The natural phenomenon of herd behaviour as in a flock of birds can be modelled artificially using simple rules in individual units, with swarm intelligence rather than any centralized control.

The development of computers and automata theory laid a technical foundation for the growth of the generative sciences. For example:
- Cellular automata are mathematical representations of simple entities interacting under deterministic rules to manifest complex behaviours. They can be used to model emergent processes of the physical universe, neural cognitive processes and social behavior.
  - Conway's Game of Life is a zero-player game based on cellular automata, meaning that the only input is in setting the initial conditions, and the game is to see how the system evolves.
  - In 1996 Joshua M. Epstein and Robert Axtell wrote the book Growing Artificial Societies which proposes a set of automaton rules and a system called Sugarscape which models a population dependent on resources (called sugar).

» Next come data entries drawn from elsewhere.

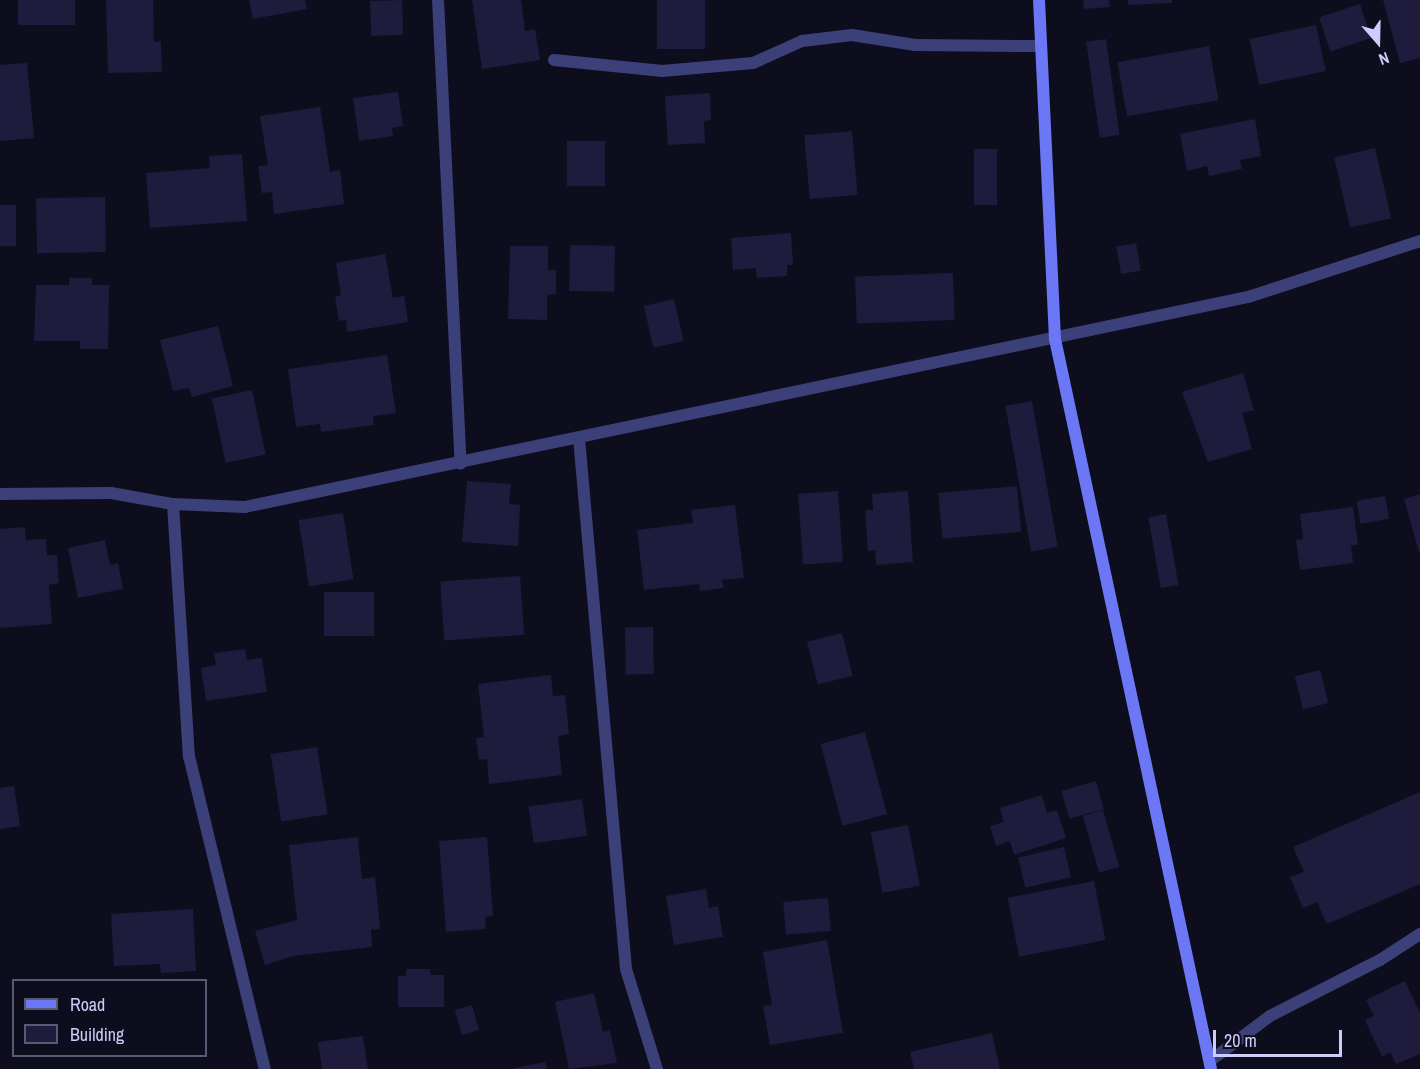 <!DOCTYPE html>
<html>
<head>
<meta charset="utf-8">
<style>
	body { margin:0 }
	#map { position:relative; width:1420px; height:1069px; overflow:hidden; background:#0e0d1d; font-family:"Archivo Narrow",sans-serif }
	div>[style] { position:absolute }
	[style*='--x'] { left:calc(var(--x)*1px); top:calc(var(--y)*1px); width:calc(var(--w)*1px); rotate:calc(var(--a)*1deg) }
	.building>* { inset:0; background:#1e1b3c; transform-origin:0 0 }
	.street>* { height:12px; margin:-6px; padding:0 6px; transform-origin:6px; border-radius:6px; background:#3b4079 }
	.secondary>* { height:12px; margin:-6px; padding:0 6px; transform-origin:6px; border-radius:6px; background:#6b77f4 }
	span { translate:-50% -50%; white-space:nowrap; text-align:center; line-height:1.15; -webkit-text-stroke:4.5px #0e0d1d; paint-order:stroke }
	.legend { position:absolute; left:12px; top:979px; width:195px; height:78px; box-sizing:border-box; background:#0e0d1d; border:2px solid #5a5a76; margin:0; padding:8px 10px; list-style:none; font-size:18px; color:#cdcdfb }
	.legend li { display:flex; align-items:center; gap:12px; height:30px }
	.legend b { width:30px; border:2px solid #5a5a76 }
	.north { position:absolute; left:1348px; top:12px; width:60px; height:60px; -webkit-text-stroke:4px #0e0d1d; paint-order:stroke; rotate:160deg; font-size:16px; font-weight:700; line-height:24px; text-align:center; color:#cdcdfb }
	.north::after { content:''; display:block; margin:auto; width:21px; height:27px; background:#cdcdfb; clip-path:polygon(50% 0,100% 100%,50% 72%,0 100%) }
	.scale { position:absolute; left:1213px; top:1030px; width:129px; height:27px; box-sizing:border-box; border:3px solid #cdcdfb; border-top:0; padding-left:8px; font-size:18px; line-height:21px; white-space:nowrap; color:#cdcdfb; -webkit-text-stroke:4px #0e0d1d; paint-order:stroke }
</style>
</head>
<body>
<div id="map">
	<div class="building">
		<i style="left:18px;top:0;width:57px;height:25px"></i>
		<i style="clip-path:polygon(106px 0,153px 0,154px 42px,161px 41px,162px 72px,108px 73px)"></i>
		<i style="clip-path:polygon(249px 0,305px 0,307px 9px,253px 19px)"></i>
		<i style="left:402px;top:0;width:35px;height:32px;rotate:88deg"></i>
		<i style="clip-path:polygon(472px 0,521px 0,525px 31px,535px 29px,540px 60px,482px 69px)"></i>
		<i style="left:657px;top:0;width:48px;height:49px"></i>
		<i style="clip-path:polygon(1083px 0,1109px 0,1110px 7px,1084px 9px)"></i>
		<i style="clip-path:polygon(1128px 0,1172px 0,1172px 3px,1128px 5px)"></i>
		<i style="clip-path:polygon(1383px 0,1420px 0,1420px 58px,1400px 63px)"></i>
		<i style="left:1360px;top:4px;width:36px;height:43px;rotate:72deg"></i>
		<i style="left:1316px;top:25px;width:47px;height:68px;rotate:78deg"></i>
		<i style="left:1106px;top:39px;width:97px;height:20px;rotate:82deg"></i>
		<i style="left:1209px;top:46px;width:55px;height:93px;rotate:80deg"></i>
		<i style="clip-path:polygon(27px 63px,34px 138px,0 141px,0 65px)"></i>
		<i style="clip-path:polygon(398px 92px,403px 126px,392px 128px,393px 136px,359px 141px,353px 98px)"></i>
		<i style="clip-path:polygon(710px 93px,711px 120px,704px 121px,705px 143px,668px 145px,665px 96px)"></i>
		<i style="clip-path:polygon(320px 107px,330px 172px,340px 170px,344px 204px,274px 214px,272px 192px,262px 193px,258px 166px,268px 165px,260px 116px)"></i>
		<i style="clip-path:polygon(1255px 119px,1261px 156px,1240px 160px,1242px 169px,1209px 176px,1207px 166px,1187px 171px,1180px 134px)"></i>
		<i style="left:852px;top:131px;width:64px;height:48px;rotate:85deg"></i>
		<i style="left:567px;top:141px;width:38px;height:45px"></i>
		<i style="left:1375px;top:148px;width:72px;height:42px;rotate:77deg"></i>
		<i style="left:974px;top:149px;width:23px;height:56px"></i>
		<i style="clip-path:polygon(242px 154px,247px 221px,150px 228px,146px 173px,210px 168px,209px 156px)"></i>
		<i style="left:105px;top:197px;width:55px;height:69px;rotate:89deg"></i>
		<i style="left:0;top:205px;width:16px;height:41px"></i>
		<i style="clip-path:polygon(791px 233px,793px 265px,787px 265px,787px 276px,757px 278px,756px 268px,733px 270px,731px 238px)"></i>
		<i style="left:1136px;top:243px;width:28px;height:20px;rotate:80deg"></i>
		<i style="left:570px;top:245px;width:45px;height:46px;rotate:1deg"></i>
		<i style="clip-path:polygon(510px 246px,548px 246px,548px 270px,556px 270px,556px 294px,547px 295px,547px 320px,508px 319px)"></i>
		<i style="clip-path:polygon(385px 254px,393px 298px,404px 296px,408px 322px,347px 332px,346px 320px,339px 321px,335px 297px,341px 295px,336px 263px)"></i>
		<i style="left:953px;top:273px;width:47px;height:98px;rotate:88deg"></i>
		<i style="clip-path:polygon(69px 278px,92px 278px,92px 285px,109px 285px,108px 349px,80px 349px,80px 341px,34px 341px,36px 285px,69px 285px)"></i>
		<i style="left:674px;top:299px;width:43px;height:31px;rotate:77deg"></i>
		<i style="clip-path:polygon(218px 326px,233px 386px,192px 397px,189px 388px,173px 391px,160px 340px)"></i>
		<i style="clip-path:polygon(387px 355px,396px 413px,373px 416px,374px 425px,321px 432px,320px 424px,296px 427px,288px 369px)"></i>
		<i style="clip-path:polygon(1243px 373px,1254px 410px,1242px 413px,1252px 449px,1208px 462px,1182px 392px)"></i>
		<i style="left:252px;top:390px;width:66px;height:41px;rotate:78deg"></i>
		<i style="left:1032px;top:401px;width:148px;height:27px;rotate:80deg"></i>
		<i style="clip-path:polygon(467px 481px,511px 484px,509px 504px,520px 505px,518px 546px,462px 542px)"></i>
		<i style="left:1017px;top:486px;width:46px;height:79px;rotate:85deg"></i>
		<i style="left:838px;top:491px;width:71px;height:40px;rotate:86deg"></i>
		<i style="clip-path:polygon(908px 491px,913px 562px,876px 565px,875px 550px,868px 551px,865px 510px,873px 510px,872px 494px)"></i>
		<i style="clip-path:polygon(1420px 494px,1420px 552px,1419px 552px,1404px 499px)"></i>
		<i style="left:1385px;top:496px;width:23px;height:29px;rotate:80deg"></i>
		<i style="clip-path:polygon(735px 505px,744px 578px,722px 580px,724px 588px,700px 591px,699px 584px,644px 590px,637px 530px,693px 523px,691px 510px)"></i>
		<i style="clip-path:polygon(1353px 507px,1358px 545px,1351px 545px,1353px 563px,1300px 570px,1296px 540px,1303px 539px,1300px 514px)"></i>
		<i style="left:343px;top:513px;width:67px;height:45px;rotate:81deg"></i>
		<i style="left:1166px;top:514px;width:72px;height:18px;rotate:80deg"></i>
		<i style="clip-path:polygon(25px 527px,26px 540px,46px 539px,47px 555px,57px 555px,59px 583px,49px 585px,52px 624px,0 628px,0 529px)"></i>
		<i style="clip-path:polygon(105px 540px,110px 565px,118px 563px,123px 589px,78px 598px,68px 548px)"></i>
		<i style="left:520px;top:576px;width:59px;height:80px;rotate:86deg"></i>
		<i style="left:374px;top:592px;width:44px;height:50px;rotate:90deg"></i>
		<i style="left:653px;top:627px;width:47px;height:28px;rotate:89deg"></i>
		<i style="left:842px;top:633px;width:44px;height:36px;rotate:76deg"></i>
		<i style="clip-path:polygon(245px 649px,247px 660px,262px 658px,267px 692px,206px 701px,201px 668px,216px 665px,214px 653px)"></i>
		<i style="left:1320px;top:670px;width:34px;height:26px;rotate:76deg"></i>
		<i style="clip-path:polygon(551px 675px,553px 696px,565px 695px,569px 734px,558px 736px,562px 775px,489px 784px,487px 759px,479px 760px,476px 738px,484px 737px,478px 684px)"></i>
		<i style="left:865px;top:732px;width:85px;height:46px;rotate:75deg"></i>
		<i style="left:317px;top:747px;width:68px;height:47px;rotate:81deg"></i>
		<i style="left:1096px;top:781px;width:29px;height:36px;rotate:74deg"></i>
		<i style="clip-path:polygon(14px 786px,20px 826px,0 829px,0 788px)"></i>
		<i style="clip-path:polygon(1420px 792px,1420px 884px,1327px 924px,1317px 902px,1303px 908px,1290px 877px,1304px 872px,1293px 847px)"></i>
		<i style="clip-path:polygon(1042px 795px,1047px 813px,1057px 810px,1066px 838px,1014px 855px,1010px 841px,996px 846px,990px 826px,1004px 822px,1000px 808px)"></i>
		<i style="left:582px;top:799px;width:37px;height:54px;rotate:82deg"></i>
		<i style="left:1103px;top:810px;width:59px;height:21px;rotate:74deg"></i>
		<i style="left:908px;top:825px;width:62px;height:38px;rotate:79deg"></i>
		<i style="clip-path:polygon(358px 837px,362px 879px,375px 877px,380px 929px,371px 930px,372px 947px,293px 956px,265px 965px,255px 931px,297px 920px,289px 845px)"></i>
		<i style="clip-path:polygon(487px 837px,493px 916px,485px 917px,486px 929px,446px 932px,439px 841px)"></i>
		<i style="left:1064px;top:847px;width:31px;height:47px;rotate:77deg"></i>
		<i style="left:1094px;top:881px;width:60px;height:88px;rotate:79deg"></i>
		<i style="clip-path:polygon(706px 889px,709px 908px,718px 906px,723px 937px,674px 945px,666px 896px)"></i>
		<i style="left:828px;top:898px;width:33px;height:45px;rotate:85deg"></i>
		<i style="clip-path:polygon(193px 909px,196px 971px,161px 973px,160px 964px,114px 966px,111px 914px)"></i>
		<i style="clip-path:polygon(827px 940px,843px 1033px,770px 1045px,763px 1006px,772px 1005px,763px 952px)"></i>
		<i style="clip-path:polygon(406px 969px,430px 969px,431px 975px,444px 975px,444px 1007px,398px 1007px,398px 976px,406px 976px)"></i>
		<i style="clip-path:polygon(1405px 981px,1420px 1013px,1420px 1054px,1396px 1064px,1390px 1052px,1382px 1057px,1365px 1020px,1374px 1016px,1366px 1000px)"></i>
		<i style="clip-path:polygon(594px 993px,603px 1032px,610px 1030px,617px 1063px,569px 1069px,555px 1002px)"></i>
		<i style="left:472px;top:1005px;width:26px;height:18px;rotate:74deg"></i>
		<i style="clip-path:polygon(992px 1033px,1000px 1069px,914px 1069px,910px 1052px)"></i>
		<i style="clip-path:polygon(363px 1036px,368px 1069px,322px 1069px,318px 1042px)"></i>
		<i style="clip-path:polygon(545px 1062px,547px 1069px,515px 1069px,515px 1068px)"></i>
	</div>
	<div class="street">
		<i style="--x:438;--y:0;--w:464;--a:87.2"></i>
		<i style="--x:554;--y:60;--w:109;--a:5.8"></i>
		<i style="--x:662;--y:71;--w:91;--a:-5"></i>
		<i style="--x:753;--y:63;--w:54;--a:-24.2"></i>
		<i style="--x:802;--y:41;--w:50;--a:-6.8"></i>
		<i style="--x:852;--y:35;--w:64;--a:9"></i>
		<i style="--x:915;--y:45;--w:126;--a:0.5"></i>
		<i style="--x:579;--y:438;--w:533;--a:84.94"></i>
		<i style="--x:626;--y:969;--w:105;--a:72.8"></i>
		<i style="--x:0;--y:494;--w:111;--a:-0.5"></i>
		<i style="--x:111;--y:493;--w:63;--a:10.1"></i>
		<i style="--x:173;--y:504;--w:72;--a:2.4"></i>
		<i style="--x:245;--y:507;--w:1025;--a:-11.83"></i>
		<i style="--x:1248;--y:297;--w:181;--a:-18"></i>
		<i style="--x:173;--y:504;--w:253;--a:86.4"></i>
		<i style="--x:189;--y:756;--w:322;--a:76.4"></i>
		<i style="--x:1210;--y:1061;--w:75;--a:-36.9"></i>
		<i style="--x:1270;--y:1016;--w:123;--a:-27"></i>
		<i style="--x:1380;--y:960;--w:48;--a:-33"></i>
	</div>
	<div class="secondary">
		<i style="--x:1039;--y:0;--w:339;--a:87.3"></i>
		<i style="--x:1055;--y:339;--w:746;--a:77.94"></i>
	</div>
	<ul class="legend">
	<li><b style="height:8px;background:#6b77f4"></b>Road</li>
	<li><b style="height:16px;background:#1e1b3c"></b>Building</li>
	</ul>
	<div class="north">N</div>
	<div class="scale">20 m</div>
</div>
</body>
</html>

- Artificial neural networks attempt to solve problems in the same way that the human brain would, although they are still several orders of magnitude less complex than the human brain and closer to the computing power of a worm. Advances in the understanding of the human brain often stimulate new patterns in neural networks.

One of the most influential advances in the generative sciences as related to cognitive science came from Noam Chomsky's (1957) development of generative grammar, which separated language generation from semantic content, and thereby revealed important questions about human language. It was also in the early 1950s that psychologists at the MIT including Kurt Lewin, Jacob Levy Moreno and Fritz Heider laid the foundations for group dynamics research which later developed into social network analysis.